══ EXERCISE INPUTS
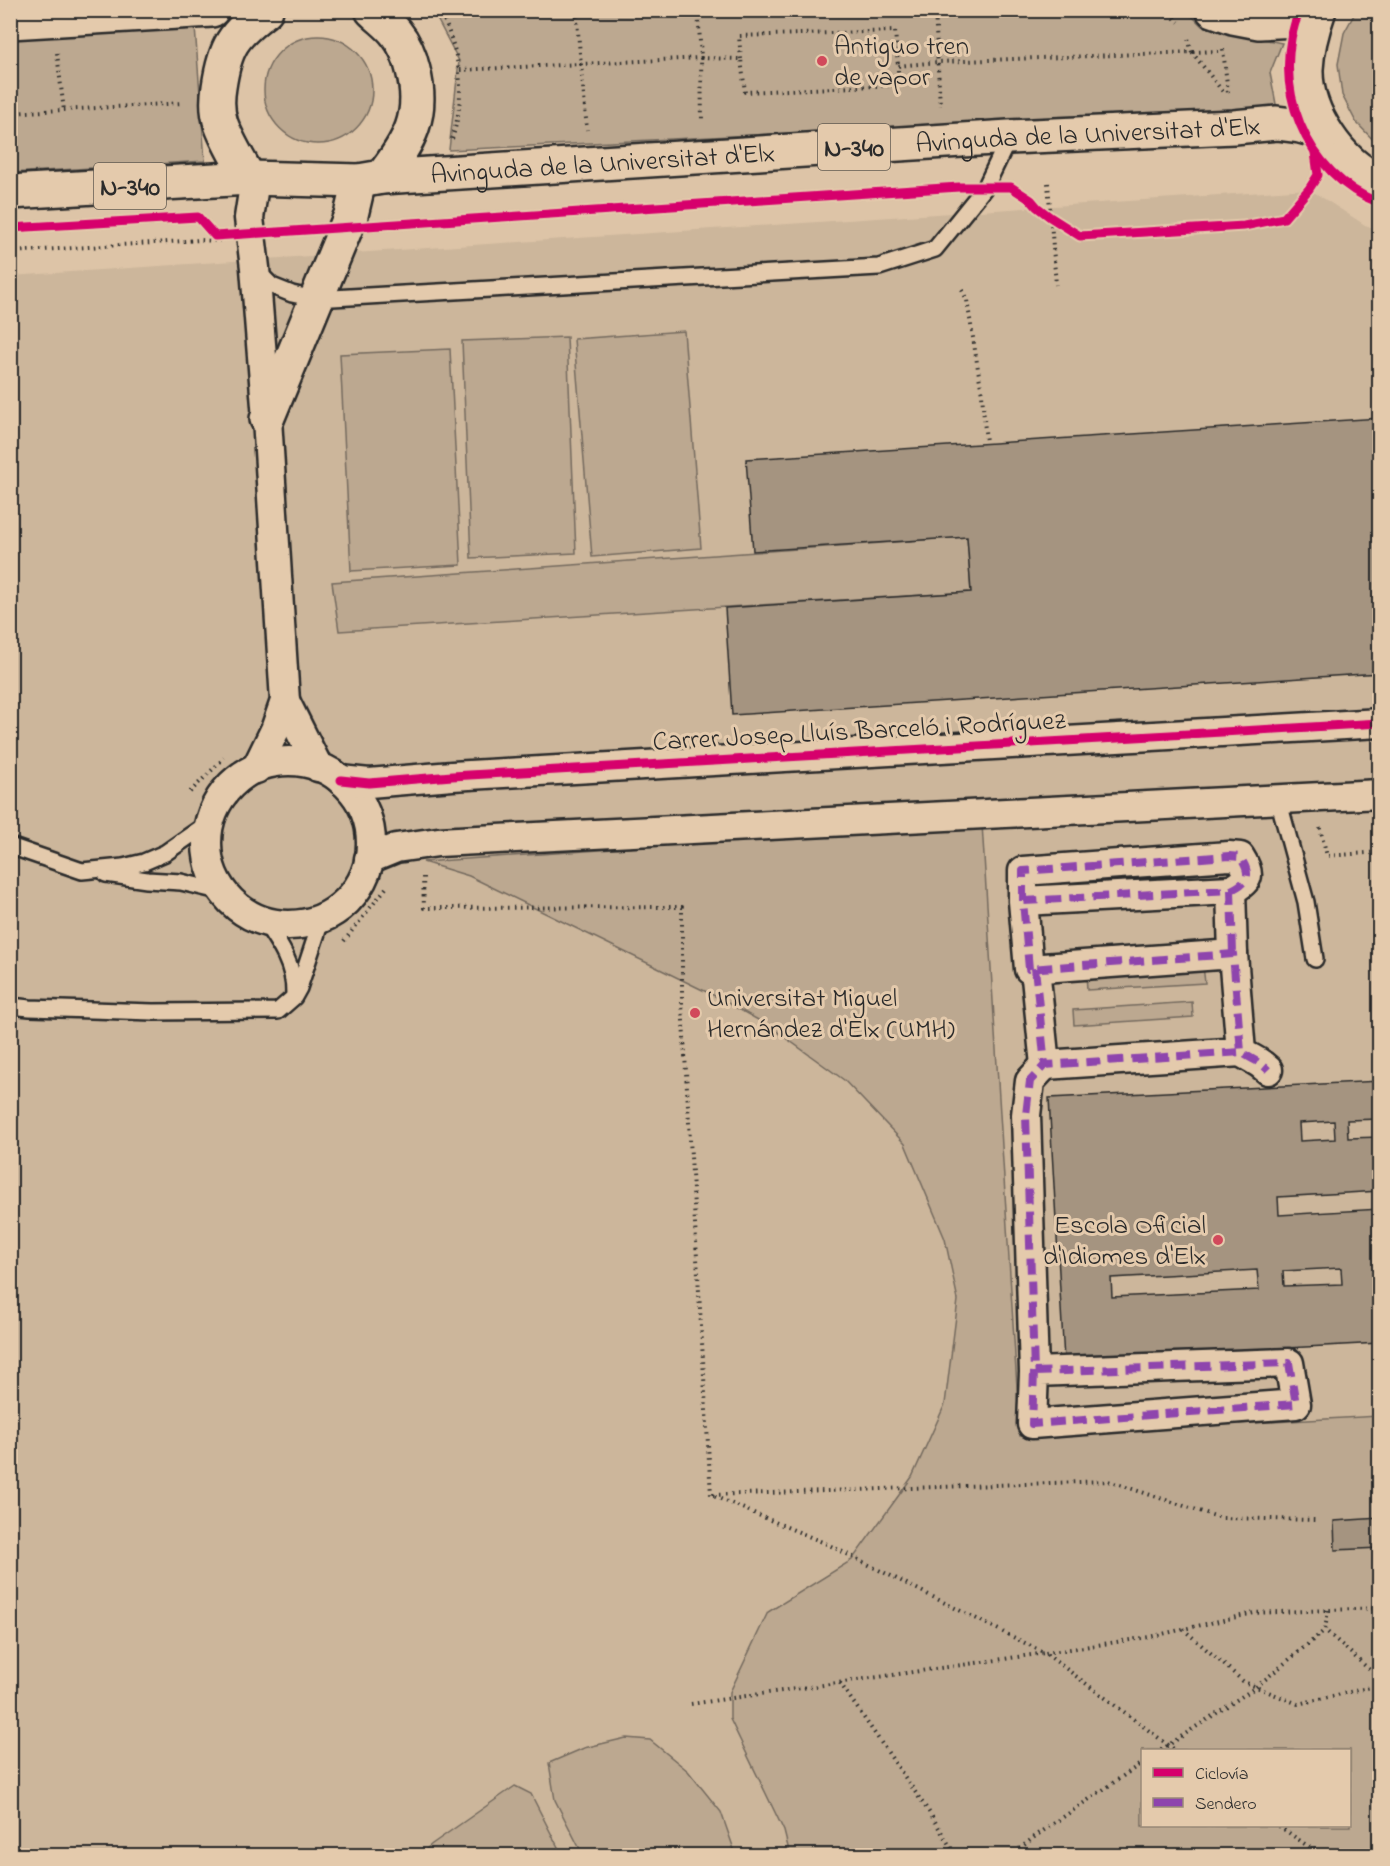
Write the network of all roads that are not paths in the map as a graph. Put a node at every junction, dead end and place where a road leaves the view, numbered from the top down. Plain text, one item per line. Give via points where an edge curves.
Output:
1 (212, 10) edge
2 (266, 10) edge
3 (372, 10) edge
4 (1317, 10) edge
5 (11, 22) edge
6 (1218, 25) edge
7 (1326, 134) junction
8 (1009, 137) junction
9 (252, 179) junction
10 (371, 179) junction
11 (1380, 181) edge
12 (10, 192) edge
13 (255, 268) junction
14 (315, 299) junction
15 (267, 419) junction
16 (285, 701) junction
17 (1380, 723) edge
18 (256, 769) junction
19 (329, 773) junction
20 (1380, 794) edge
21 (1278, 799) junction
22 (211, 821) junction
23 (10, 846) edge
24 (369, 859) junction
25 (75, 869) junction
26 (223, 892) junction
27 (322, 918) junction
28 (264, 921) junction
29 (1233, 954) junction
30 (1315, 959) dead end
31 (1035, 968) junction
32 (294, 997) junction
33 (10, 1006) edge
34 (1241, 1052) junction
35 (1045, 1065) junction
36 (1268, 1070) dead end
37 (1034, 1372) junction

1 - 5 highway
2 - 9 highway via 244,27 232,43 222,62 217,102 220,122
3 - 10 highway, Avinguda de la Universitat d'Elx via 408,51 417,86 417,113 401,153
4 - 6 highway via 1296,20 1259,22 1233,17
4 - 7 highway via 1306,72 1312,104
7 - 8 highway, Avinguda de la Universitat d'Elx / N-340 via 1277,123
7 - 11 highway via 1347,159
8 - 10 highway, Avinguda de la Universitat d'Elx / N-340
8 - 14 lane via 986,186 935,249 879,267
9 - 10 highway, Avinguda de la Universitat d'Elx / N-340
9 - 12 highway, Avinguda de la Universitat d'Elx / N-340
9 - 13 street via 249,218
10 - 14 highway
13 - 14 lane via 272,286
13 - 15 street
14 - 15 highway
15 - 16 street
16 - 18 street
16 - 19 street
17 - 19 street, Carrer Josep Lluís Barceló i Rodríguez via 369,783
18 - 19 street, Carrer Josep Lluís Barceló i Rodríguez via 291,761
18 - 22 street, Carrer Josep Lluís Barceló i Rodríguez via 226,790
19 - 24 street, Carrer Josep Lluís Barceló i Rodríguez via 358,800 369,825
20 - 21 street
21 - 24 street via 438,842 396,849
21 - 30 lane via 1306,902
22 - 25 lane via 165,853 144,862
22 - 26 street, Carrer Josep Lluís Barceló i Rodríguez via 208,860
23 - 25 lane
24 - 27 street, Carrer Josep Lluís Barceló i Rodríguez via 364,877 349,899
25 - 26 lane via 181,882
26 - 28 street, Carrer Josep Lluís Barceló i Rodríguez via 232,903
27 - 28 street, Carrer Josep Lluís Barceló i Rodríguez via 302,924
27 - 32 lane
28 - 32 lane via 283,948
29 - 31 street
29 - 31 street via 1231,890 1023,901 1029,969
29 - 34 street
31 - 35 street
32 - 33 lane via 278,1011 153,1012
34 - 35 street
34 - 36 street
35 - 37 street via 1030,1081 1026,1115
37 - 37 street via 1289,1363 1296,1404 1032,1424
════
EXERCISE DETAILS> Exclude the pictures, then retype every record exactly.

PROBLEM SOLUTION>
Write the network of all roads that are not paths in the map as a graph. Put a node at every junction, dead end and place where a road leaves the view, numbered from the top down. Plain text, one item per line. Give via points where an edge curves.
Output:
1 (212, 10) edge
2 (266, 10) edge
3 (372, 10) edge
4 (1317, 10) edge
5 (11, 22) edge
6 (1218, 25) edge
7 (1326, 134) junction
8 (1009, 137) junction
9 (252, 179) junction
10 (371, 179) junction
11 (1380, 181) edge
12 (10, 192) edge
13 (255, 268) junction
14 (315, 299) junction
15 (267, 419) junction
16 (285, 701) junction
17 (1380, 723) edge
18 (256, 769) junction
19 (329, 773) junction
20 (1380, 794) edge
21 (1278, 799) junction
22 (211, 821) junction
23 (10, 846) edge
24 (369, 859) junction
25 (75, 869) junction
26 (223, 892) junction
27 (322, 918) junction
28 (264, 921) junction
29 (1233, 954) junction
30 (1315, 959) dead end
31 (1035, 968) junction
32 (294, 997) junction
33 (10, 1006) edge
34 (1241, 1052) junction
35 (1045, 1065) junction
36 (1268, 1070) dead end
37 (1034, 1372) junction

1 - 5 highway
2 - 9 highway via 244,27 232,43 222,62 217,102 220,122
3 - 10 highway, Avinguda de la Universitat d'Elx via 408,51 417,86 417,113 401,153
4 - 6 highway via 1296,20 1259,22 1233,17
4 - 7 highway via 1306,72 1312,104
7 - 8 highway, Avinguda de la Universitat d'Elx / N-340 via 1277,123
7 - 11 highway via 1347,159
8 - 10 highway, Avinguda de la Universitat d'Elx / N-340
8 - 14 lane via 986,186 935,249 879,267
9 - 10 highway, Avinguda de la Universitat d'Elx / N-340
9 - 12 highway, Avinguda de la Universitat d'Elx / N-340
9 - 13 street via 249,218
10 - 14 highway
13 - 14 lane via 272,286
13 - 15 street
14 - 15 highway
15 - 16 street
16 - 18 street
16 - 19 street
17 - 19 street, Carrer Josep Lluís Barceló i Rodríguez via 369,783
18 - 19 street, Carrer Josep Lluís Barceló i Rodríguez via 291,761
18 - 22 street, Carrer Josep Lluís Barceló i Rodríguez via 226,790
19 - 24 street, Carrer Josep Lluís Barceló i Rodríguez via 358,800 369,825
20 - 21 street
21 - 24 street via 438,842 396,849
21 - 30 lane via 1306,902
22 - 25 lane via 165,853 144,862
22 - 26 street, Carrer Josep Lluís Barceló i Rodríguez via 208,860
23 - 25 lane
24 - 27 street, Carrer Josep Lluís Barceló i Rodríguez via 364,877 349,899
25 - 26 lane via 181,882
26 - 28 street, Carrer Josep Lluís Barceló i Rodríguez via 232,903
27 - 28 street, Carrer Josep Lluís Barceló i Rodríguez via 302,924
27 - 32 lane
28 - 32 lane via 283,948
29 - 31 street
29 - 31 street via 1231,890 1023,901 1029,969
29 - 34 street
31 - 35 street
32 - 33 lane via 278,1011 153,1012
34 - 35 street
34 - 36 street
35 - 37 street via 1030,1081 1026,1115
37 - 37 street via 1289,1363 1296,1404 1032,1424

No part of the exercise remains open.